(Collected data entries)
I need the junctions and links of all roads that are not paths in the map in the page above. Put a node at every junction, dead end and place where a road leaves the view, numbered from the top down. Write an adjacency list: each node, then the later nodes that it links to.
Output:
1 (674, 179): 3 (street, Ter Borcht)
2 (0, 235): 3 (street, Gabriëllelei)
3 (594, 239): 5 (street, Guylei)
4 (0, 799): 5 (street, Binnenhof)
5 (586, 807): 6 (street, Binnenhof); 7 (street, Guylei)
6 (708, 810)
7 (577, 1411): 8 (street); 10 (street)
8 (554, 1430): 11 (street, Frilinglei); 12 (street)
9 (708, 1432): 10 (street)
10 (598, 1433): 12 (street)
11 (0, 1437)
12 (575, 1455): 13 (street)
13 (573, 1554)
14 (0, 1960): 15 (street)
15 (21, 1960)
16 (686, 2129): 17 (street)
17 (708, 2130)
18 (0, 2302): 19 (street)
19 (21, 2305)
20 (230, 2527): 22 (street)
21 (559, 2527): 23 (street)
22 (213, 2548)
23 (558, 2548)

--

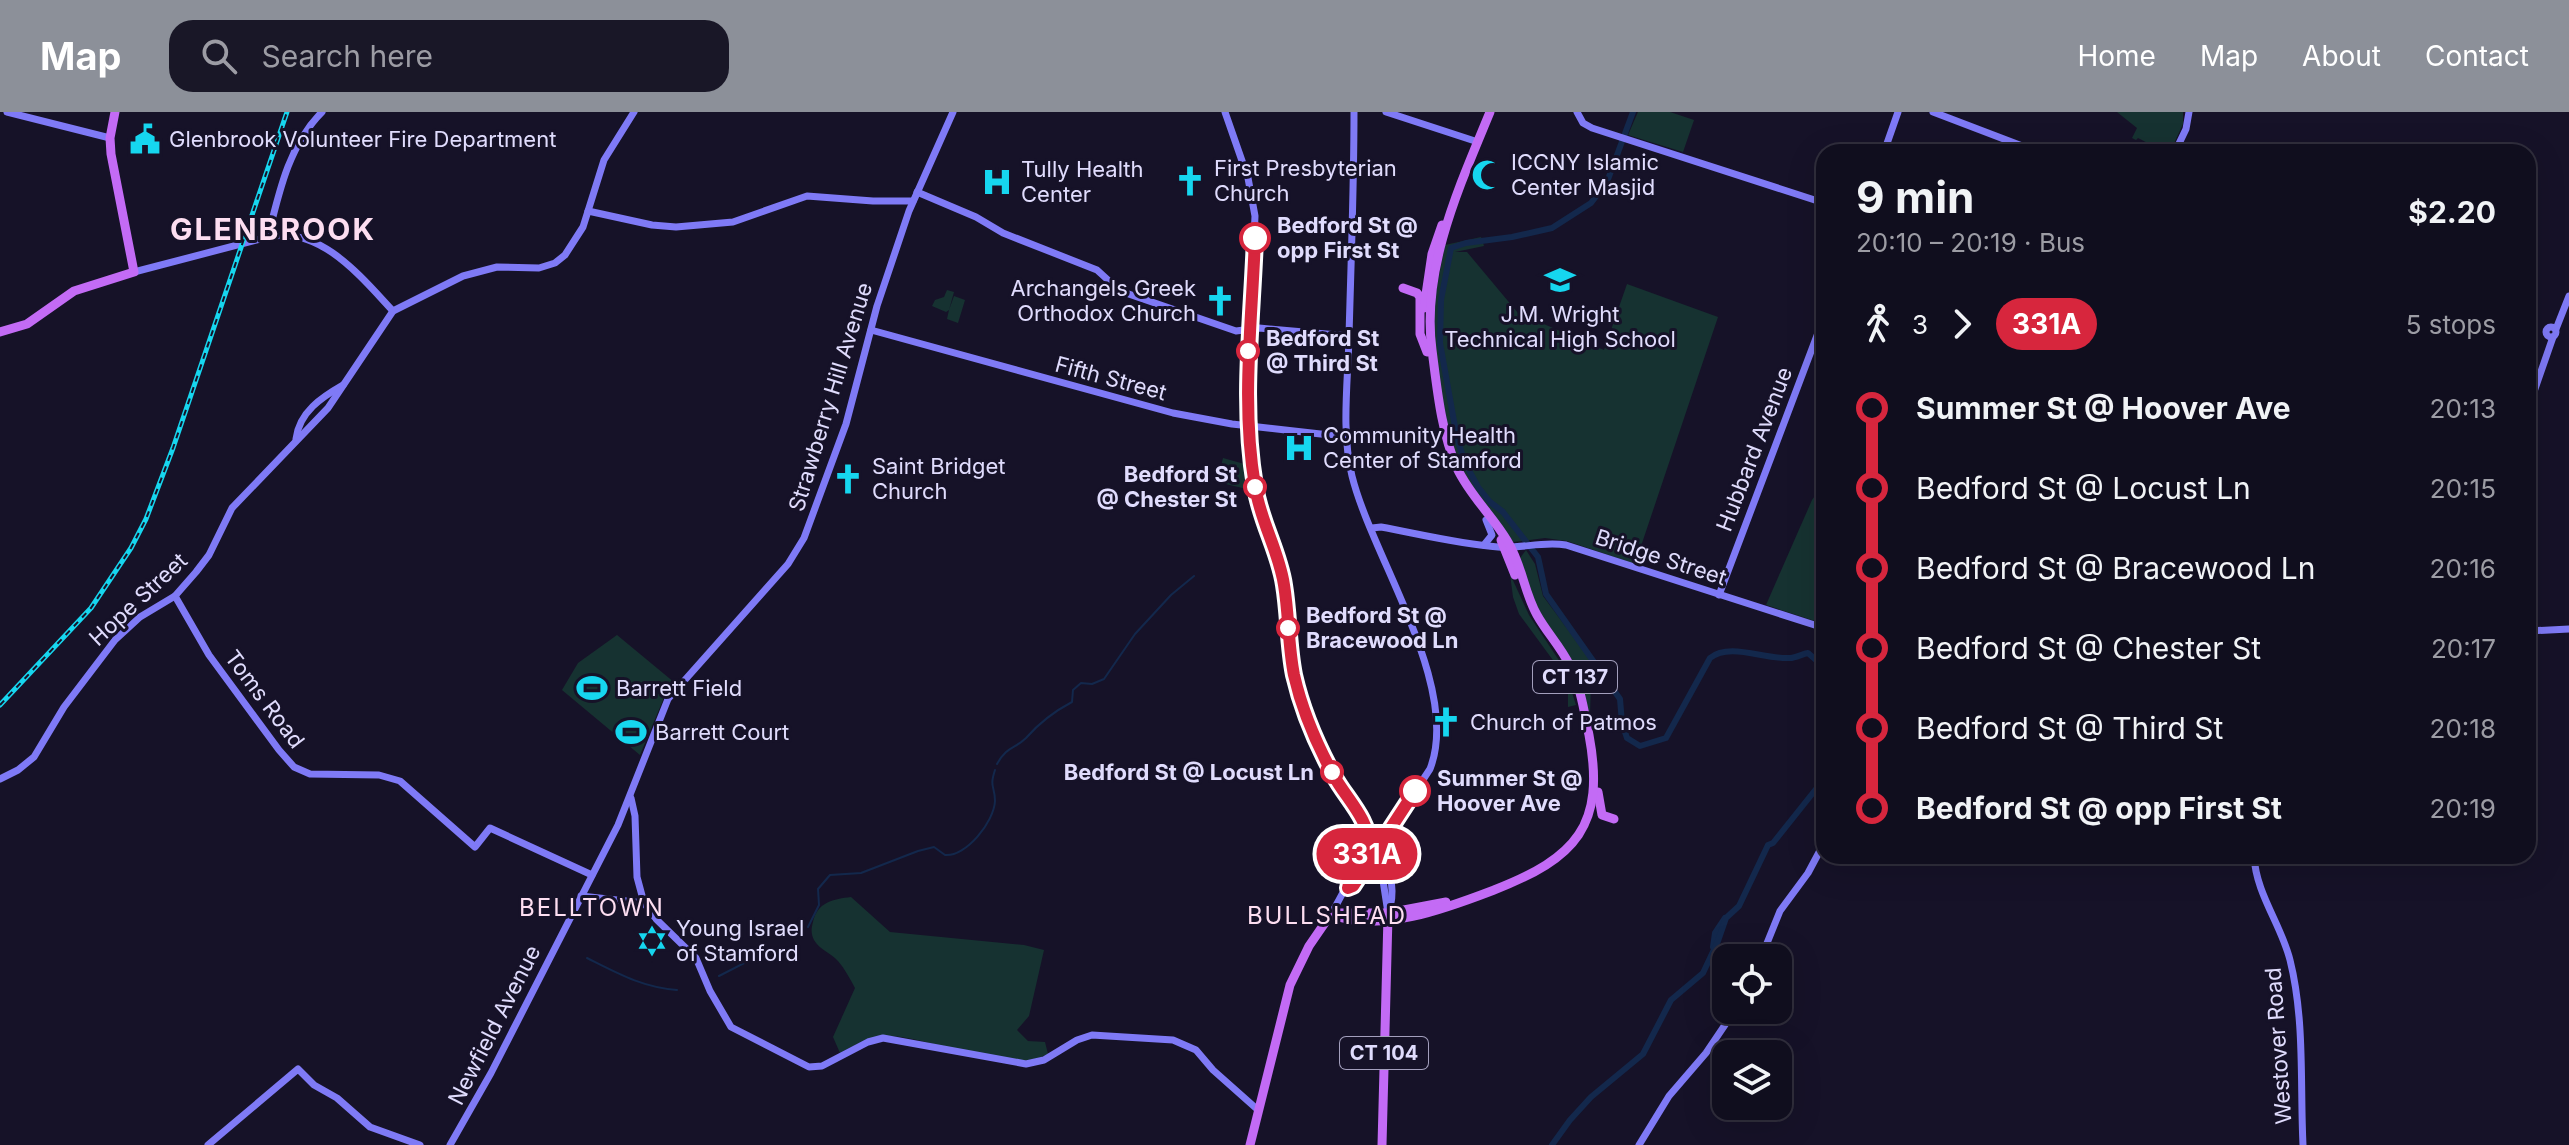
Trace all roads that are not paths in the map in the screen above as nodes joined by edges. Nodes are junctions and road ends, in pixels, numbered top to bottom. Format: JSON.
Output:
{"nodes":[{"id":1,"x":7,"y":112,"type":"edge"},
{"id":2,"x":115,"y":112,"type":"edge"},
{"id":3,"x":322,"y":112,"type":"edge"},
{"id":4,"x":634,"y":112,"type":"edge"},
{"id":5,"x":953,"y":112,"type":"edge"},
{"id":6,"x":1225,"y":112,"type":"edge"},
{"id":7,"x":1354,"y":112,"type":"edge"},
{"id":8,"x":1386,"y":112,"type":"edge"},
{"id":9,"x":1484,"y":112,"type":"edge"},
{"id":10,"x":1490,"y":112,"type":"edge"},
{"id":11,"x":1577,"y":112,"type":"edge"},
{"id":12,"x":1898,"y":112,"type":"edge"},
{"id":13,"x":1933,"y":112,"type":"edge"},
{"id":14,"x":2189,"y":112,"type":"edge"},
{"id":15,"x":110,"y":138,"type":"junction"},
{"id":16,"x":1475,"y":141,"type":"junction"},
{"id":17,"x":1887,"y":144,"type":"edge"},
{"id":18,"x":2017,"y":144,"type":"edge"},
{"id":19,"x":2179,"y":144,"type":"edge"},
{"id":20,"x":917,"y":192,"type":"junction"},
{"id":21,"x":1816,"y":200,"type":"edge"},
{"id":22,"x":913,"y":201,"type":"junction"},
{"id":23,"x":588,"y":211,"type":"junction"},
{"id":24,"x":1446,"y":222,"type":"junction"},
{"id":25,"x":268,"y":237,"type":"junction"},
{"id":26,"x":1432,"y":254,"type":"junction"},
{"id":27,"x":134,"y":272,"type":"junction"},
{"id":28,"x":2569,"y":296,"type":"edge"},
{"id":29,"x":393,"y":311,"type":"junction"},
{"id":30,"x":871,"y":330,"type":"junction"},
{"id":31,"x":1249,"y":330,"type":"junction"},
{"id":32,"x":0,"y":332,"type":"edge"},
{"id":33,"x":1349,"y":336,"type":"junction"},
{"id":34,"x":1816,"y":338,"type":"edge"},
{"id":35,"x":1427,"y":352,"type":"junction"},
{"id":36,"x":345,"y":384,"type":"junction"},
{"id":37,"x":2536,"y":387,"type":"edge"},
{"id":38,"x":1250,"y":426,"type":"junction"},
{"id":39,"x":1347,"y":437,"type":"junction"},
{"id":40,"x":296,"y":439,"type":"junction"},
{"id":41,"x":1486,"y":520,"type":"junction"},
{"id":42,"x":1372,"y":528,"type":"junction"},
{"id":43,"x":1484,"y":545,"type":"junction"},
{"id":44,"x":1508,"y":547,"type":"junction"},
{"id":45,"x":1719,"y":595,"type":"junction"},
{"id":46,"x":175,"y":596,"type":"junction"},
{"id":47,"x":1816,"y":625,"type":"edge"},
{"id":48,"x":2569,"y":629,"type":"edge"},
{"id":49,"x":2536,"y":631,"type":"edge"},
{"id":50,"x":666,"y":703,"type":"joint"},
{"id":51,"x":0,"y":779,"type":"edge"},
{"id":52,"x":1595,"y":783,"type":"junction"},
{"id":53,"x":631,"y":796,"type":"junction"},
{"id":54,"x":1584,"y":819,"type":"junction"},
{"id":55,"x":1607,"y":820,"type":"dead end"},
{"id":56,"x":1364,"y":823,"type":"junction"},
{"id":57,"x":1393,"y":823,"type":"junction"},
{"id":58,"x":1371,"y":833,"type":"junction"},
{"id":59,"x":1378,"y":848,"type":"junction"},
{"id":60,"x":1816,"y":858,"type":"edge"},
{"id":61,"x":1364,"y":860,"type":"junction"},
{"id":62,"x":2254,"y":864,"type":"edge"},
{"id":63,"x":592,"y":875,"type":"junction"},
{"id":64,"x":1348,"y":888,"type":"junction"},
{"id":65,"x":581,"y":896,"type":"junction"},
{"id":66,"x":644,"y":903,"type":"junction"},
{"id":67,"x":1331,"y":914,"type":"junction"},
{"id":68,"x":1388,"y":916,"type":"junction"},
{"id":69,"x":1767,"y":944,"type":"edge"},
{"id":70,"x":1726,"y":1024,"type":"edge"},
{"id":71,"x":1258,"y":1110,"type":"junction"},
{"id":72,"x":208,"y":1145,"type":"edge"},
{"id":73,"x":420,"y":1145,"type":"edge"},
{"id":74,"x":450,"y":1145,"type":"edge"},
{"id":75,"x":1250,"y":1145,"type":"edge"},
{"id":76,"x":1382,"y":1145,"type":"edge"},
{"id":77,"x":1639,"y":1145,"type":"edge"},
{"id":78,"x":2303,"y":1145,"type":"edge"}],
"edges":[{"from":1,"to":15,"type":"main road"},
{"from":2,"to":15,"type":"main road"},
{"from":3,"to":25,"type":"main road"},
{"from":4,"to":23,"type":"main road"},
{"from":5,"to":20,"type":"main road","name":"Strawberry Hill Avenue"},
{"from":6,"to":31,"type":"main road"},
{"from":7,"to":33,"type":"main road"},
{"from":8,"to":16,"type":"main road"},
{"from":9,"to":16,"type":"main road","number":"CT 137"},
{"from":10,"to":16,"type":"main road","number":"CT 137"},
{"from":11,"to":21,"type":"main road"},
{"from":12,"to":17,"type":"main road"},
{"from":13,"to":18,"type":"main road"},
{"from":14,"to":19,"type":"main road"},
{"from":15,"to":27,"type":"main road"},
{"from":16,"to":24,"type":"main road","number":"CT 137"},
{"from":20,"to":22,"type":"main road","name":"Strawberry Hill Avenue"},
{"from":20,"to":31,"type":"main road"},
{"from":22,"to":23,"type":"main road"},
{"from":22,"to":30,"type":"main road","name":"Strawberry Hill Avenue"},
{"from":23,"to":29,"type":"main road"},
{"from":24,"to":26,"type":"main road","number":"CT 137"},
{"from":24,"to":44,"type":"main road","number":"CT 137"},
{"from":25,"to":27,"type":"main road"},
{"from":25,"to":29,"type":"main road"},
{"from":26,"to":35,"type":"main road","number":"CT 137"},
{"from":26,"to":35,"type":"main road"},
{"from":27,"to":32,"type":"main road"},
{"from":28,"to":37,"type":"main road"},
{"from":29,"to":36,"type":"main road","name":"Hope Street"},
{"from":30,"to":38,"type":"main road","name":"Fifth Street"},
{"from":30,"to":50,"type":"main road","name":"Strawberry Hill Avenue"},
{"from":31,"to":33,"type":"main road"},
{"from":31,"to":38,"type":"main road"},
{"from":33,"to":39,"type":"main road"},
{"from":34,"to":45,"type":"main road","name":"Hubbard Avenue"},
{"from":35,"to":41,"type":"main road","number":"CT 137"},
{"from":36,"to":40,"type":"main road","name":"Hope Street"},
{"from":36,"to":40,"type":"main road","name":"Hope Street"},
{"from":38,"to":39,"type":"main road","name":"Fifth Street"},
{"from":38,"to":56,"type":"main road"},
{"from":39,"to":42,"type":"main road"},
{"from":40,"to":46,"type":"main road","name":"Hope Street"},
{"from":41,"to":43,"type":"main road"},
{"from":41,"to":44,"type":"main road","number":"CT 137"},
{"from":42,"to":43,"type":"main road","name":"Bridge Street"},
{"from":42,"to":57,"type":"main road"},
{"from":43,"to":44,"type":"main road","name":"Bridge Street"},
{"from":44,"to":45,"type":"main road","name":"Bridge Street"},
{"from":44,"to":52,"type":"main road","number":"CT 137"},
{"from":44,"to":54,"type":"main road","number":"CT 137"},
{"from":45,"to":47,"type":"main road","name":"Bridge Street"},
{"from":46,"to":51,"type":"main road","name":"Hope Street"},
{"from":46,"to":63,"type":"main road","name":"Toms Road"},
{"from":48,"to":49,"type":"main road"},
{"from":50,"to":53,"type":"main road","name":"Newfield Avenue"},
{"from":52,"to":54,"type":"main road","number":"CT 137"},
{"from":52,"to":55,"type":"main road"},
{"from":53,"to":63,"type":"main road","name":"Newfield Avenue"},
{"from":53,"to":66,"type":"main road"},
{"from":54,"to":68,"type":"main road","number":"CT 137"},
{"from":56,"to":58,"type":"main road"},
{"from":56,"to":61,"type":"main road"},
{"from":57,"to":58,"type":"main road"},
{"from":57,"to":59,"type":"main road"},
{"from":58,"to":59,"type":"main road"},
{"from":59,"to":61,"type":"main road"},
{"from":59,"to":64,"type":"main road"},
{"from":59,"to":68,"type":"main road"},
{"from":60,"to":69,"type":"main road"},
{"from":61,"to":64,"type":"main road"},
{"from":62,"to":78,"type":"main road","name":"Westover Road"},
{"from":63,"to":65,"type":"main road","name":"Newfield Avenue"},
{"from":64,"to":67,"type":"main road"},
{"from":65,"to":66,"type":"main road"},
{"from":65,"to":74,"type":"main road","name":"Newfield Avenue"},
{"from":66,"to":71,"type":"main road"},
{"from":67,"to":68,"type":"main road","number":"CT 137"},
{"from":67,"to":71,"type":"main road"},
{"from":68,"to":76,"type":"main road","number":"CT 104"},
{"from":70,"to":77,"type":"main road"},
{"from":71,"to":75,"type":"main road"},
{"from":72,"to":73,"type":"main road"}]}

## EXERCISE PROMPT
Wherever the word "paths" appears in the entries above, copy that whole line.

## OUTPUT OF THE TASK
I need the junctions and links of all roads that are not paths in the map in the page above. Put a node at every junction, dead end and place where a road leaves the view, numbered from the top down. Write an adjacency list: each node, then the later nodes that it links to.
Trace all roads that are not paths in the map in the screen above as nodes joined by edges. Nodes are junctions and road ends, in pixels, numbered top to bottom. Format: JSON.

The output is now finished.